# WHAT THIS TASK INVOLVES
Output each record exactly, excluding pictures.

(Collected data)
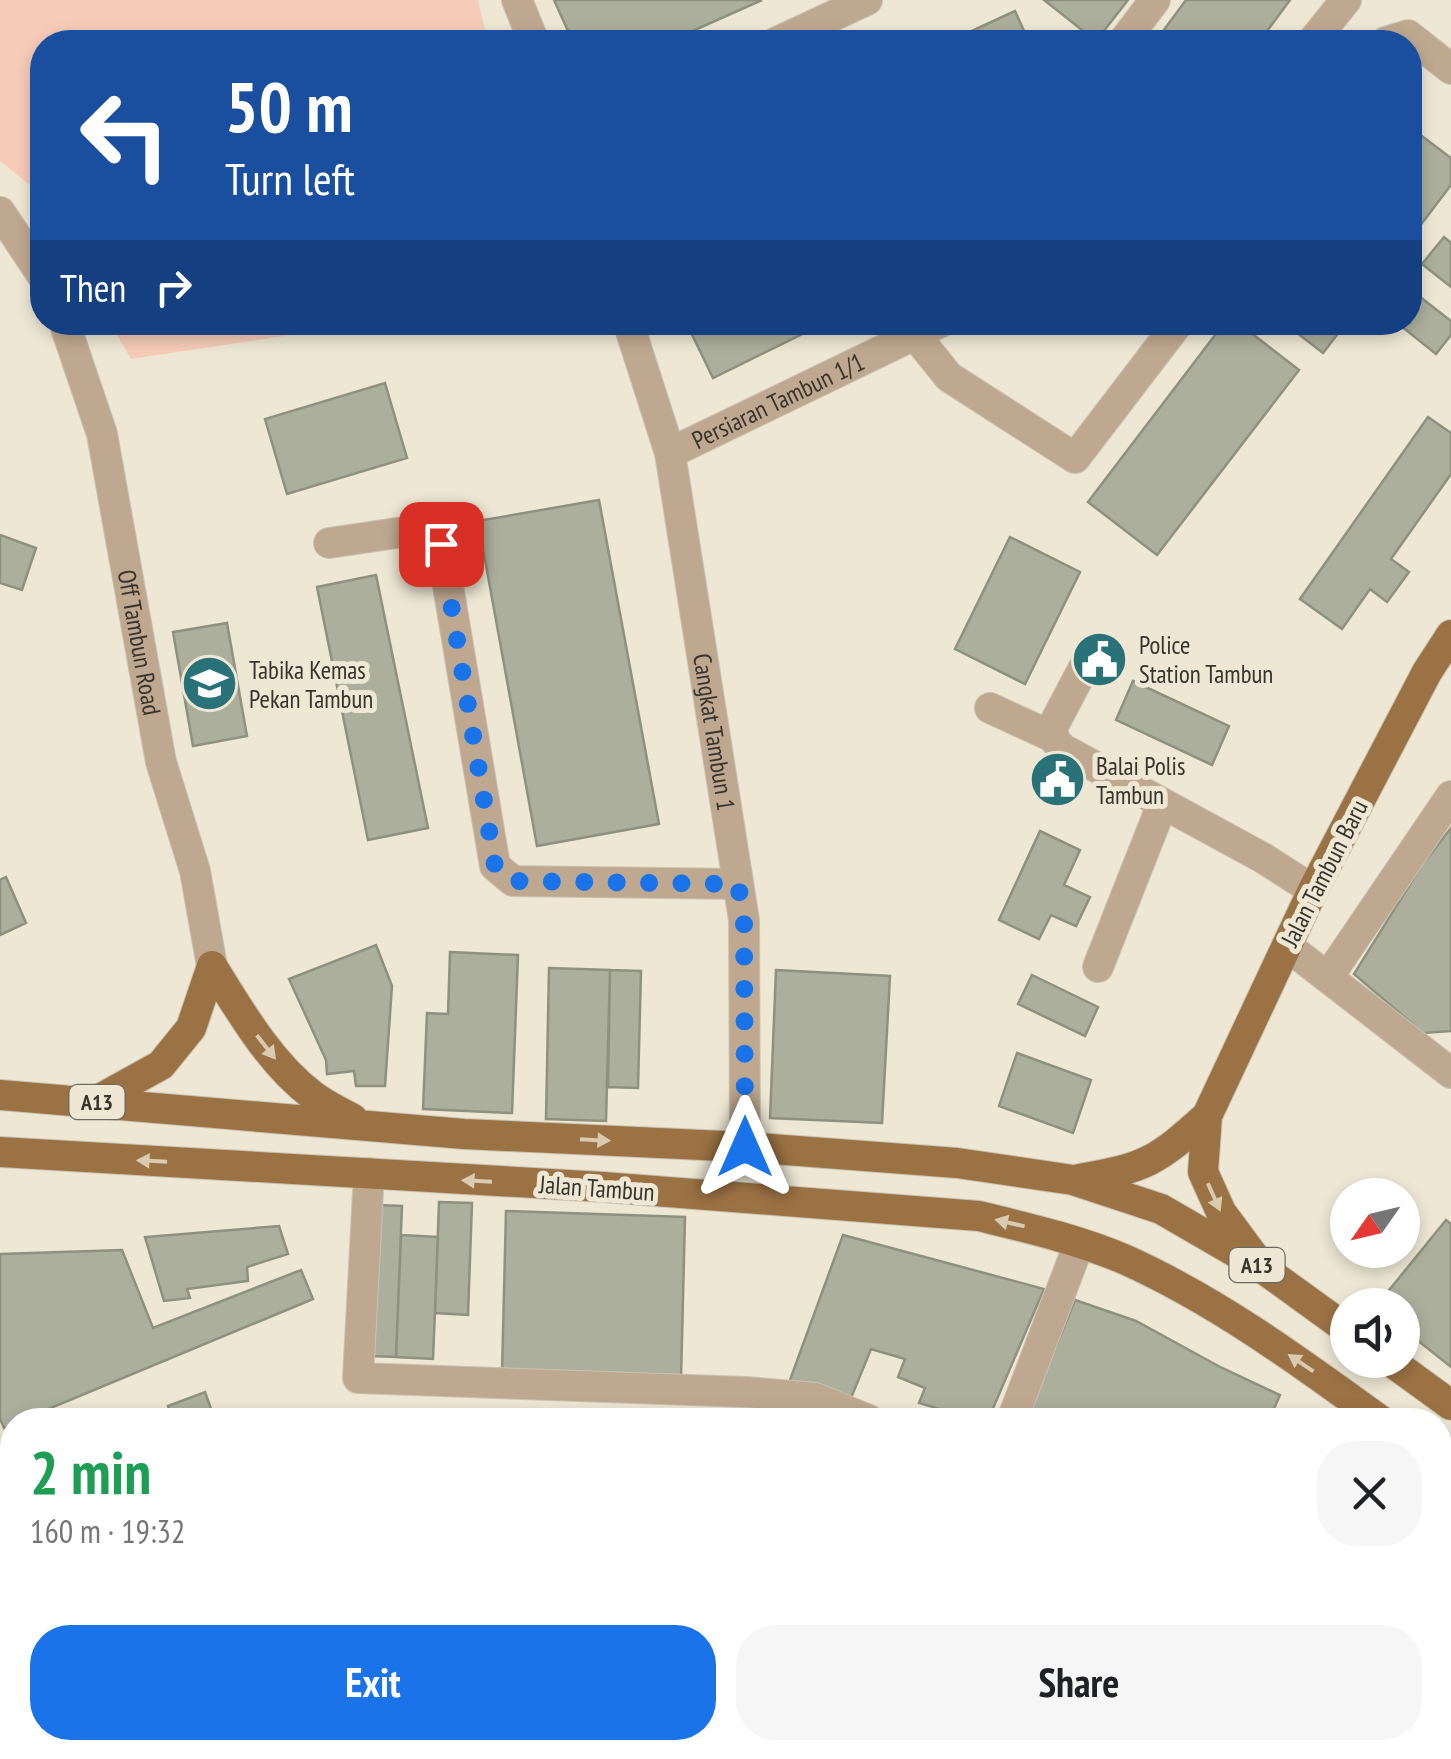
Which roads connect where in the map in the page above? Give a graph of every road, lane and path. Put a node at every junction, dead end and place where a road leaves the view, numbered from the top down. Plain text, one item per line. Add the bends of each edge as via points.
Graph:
1 (517, 0) edge
2 (866, 0) edge
3 (1154, 0) edge
4 (1346, 0) edge
5 (529, 30) edge
6 (802, 30) edge
7 (1132, 30) edge
8 (1322, 30) edge
9 (1422, 46) edge
10 (1451, 69) edge
11 (0, 212) edge
12 (30, 257) edge
13 (68, 335) edge
14 (632, 335) edge
15 (916, 335) edge
16 (931, 335) edge
17 (1168, 335) edge
18 (670, 454) junction
19 (329, 543) dead end
20 (1451, 635) edge
21 (1091, 654) dead end
22 (990, 708) dead end
23 (1053, 736) junction
24 (1451, 796) edge
25 (1162, 805) junction
26 (738, 884) junction
27 (1314, 890) junction
28 (1287, 946) junction
29 (212, 966) junction
30 (1098, 967) dead end
31 (1328, 977) junction
32 (1451, 1072) edge
33 (0, 1095) edge
34 (96, 1102) junction
35 (1207, 1116) junction
36 (358, 1123) junction
37 (745, 1147) junction
38 (0, 1152) edge
39 (369, 1172) junction
40 (1073, 1180) junction
41 (1079, 1244) junction
42 (1261, 1266) junction
43 (1330, 1317) edge
44 (1414, 1378) edge
45 (1451, 1405) edge
46 (839, 1408) edge
47 (1017, 1408) edge
48 (1363, 1408) edge

1 - 5 street
2 - 6 street
3 - 7 street
4 - 8 street
9 - 10 street
11 - 12 street
13 - 29 street, Off Tambun Road via 102,434 161,762 194,872
14 - 18 street, Cangkat Tambun 1
15 - 18 street, Persiaran Tambun 1/1
16 - 17 street via 949,376 1075,458
18 - 26 street, Cangkat Tambun 1
19 - 26 street via 417,530 441,544 495,866 513,881
20 - 27 main road, Jalan Tambun Baru
21 - 23 street
22 - 23 street
23 - 25 street via 1062,748
24 - 31 street
25 - 27 street
25 - 30 street
26 - 37 street, Cangkat Tambun 1 via 744,920
27 - 28 main road, Jalan Tambun Baru
28 - 31 street
28 - 35 main road, Jalan Tambun Baru
29 - 34 main road via 191,1028 160,1065
29 -> 36 main road via 279,1062 312,1095
31 - 32 street
33 - 34 main road, Jalan Tambun / A13
34 - 36 main road, Jalan Tambun / A13
35 - 40 main road via 1169,1151 1133,1170
35 -> 42 main road via 1203,1172 1221,1212
36 -> 37 main road, Jalan Tambun / A13
37 - 40 main road, Jalan Tambun / A13 via 957,1163
39 -> 38 main road, Jalan Tambun / A13
41 -> 39 main road, Jalan Tambun / A13 via 979,1216
39 - 46 street via 358,1378 746,1392 815,1398
40 - 42 main road, Jalan Tambun / A13 via 1161,1209
41 - 47 street
48 -> 41 main road, Jalan Tambun / A13 via 1205,1302
42 - 43 main road, Jalan Tambun / A13
44 - 45 main road

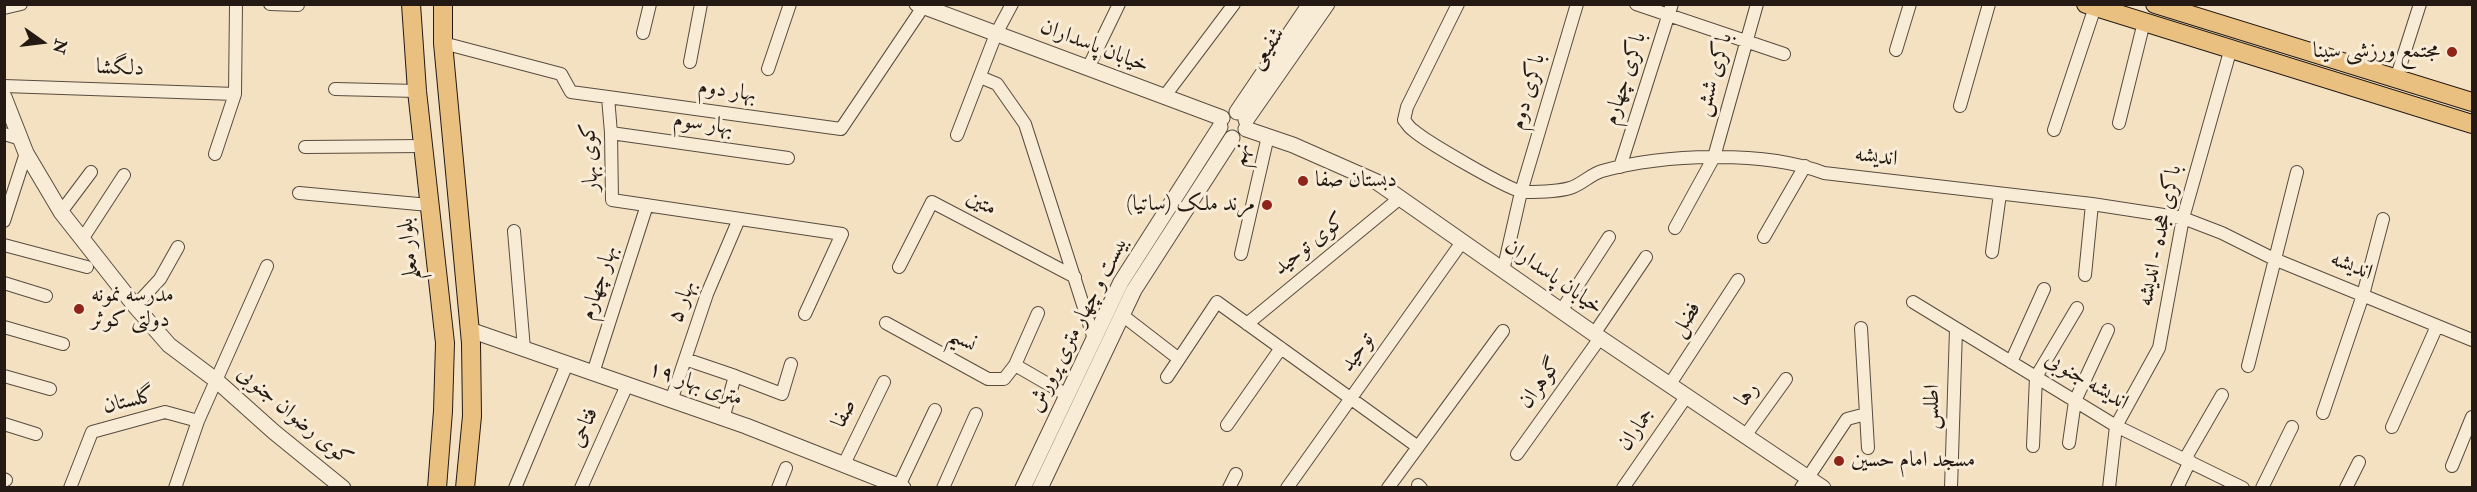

# ANSWER SPACE
Which roads connect where in the map in the page above? Give a graph of every road, lane and path. Put a node at every junction, dead end and place where a road leaves the view, numbered from the top down. Plain text, one item per line. Add the bends of each edge as via points.
Graph:
1 (517, 0) edge
2 (866, 0) edge
3 (1154, 0) edge
4 (1346, 0) edge
5 (529, 30) edge
6 (802, 30) edge
7 (1132, 30) edge
8 (1322, 30) edge
9 (1422, 46) edge
10 (1451, 69) edge
11 (0, 212) edge
12 (30, 257) edge
13 (68, 335) edge
14 (632, 335) edge
15 (916, 335) edge
16 (931, 335) edge
17 (1168, 335) edge
18 (670, 454) junction
19 (329, 543) dead end
20 (1451, 635) edge
21 (1091, 654) dead end
22 (990, 708) dead end
23 (1053, 736) junction
24 (1451, 796) edge
25 (1162, 805) junction
26 (738, 884) junction
27 (1314, 890) junction
28 (1287, 946) junction
29 (212, 966) junction
30 (1098, 967) dead end
31 (1328, 977) junction
32 (1451, 1072) edge
33 (0, 1095) edge
34 (96, 1102) junction
35 (1207, 1116) junction
36 (358, 1123) junction
37 (745, 1147) junction
38 (0, 1152) edge
39 (369, 1172) junction
40 (1073, 1180) junction
41 (1079, 1244) junction
42 (1261, 1266) junction
43 (1330, 1317) edge
44 (1414, 1378) edge
45 (1451, 1405) edge
46 (839, 1408) edge
47 (1017, 1408) edge
48 (1363, 1408) edge

1 - 5 street
2 - 6 street
3 - 7 street
4 - 8 street
9 - 10 street
11 - 12 street
13 - 29 street, Off Tambun Road via 102,434 161,762 194,872
14 - 18 street, Cangkat Tambun 1
15 - 18 street, Persiaran Tambun 1/1
16 - 17 street via 949,376 1075,458
18 - 26 street, Cangkat Tambun 1
19 - 26 street via 417,530 441,544 495,866 513,881
20 - 27 main road, Jalan Tambun Baru
21 - 23 street
22 - 23 street
23 - 25 street via 1062,748
24 - 31 street
25 - 27 street
25 - 30 street
26 - 37 street, Cangkat Tambun 1 via 744,920
27 - 28 main road, Jalan Tambun Baru
28 - 31 street
28 - 35 main road, Jalan Tambun Baru
29 - 34 main road via 191,1028 160,1065
29 -> 36 main road via 279,1062 312,1095
31 - 32 street
33 - 34 main road, Jalan Tambun / A13
34 - 36 main road, Jalan Tambun / A13
35 - 40 main road via 1169,1151 1133,1170
35 -> 42 main road via 1203,1172 1221,1212
36 -> 37 main road, Jalan Tambun / A13
37 - 40 main road, Jalan Tambun / A13 via 957,1163
39 -> 38 main road, Jalan Tambun / A13
41 -> 39 main road, Jalan Tambun / A13 via 979,1216
39 - 46 street via 358,1378 746,1392 815,1398
40 - 42 main road, Jalan Tambun / A13 via 1161,1209
41 - 47 street
48 -> 41 main road, Jalan Tambun / A13 via 1205,1302
42 - 43 main road, Jalan Tambun / A13
44 - 45 main road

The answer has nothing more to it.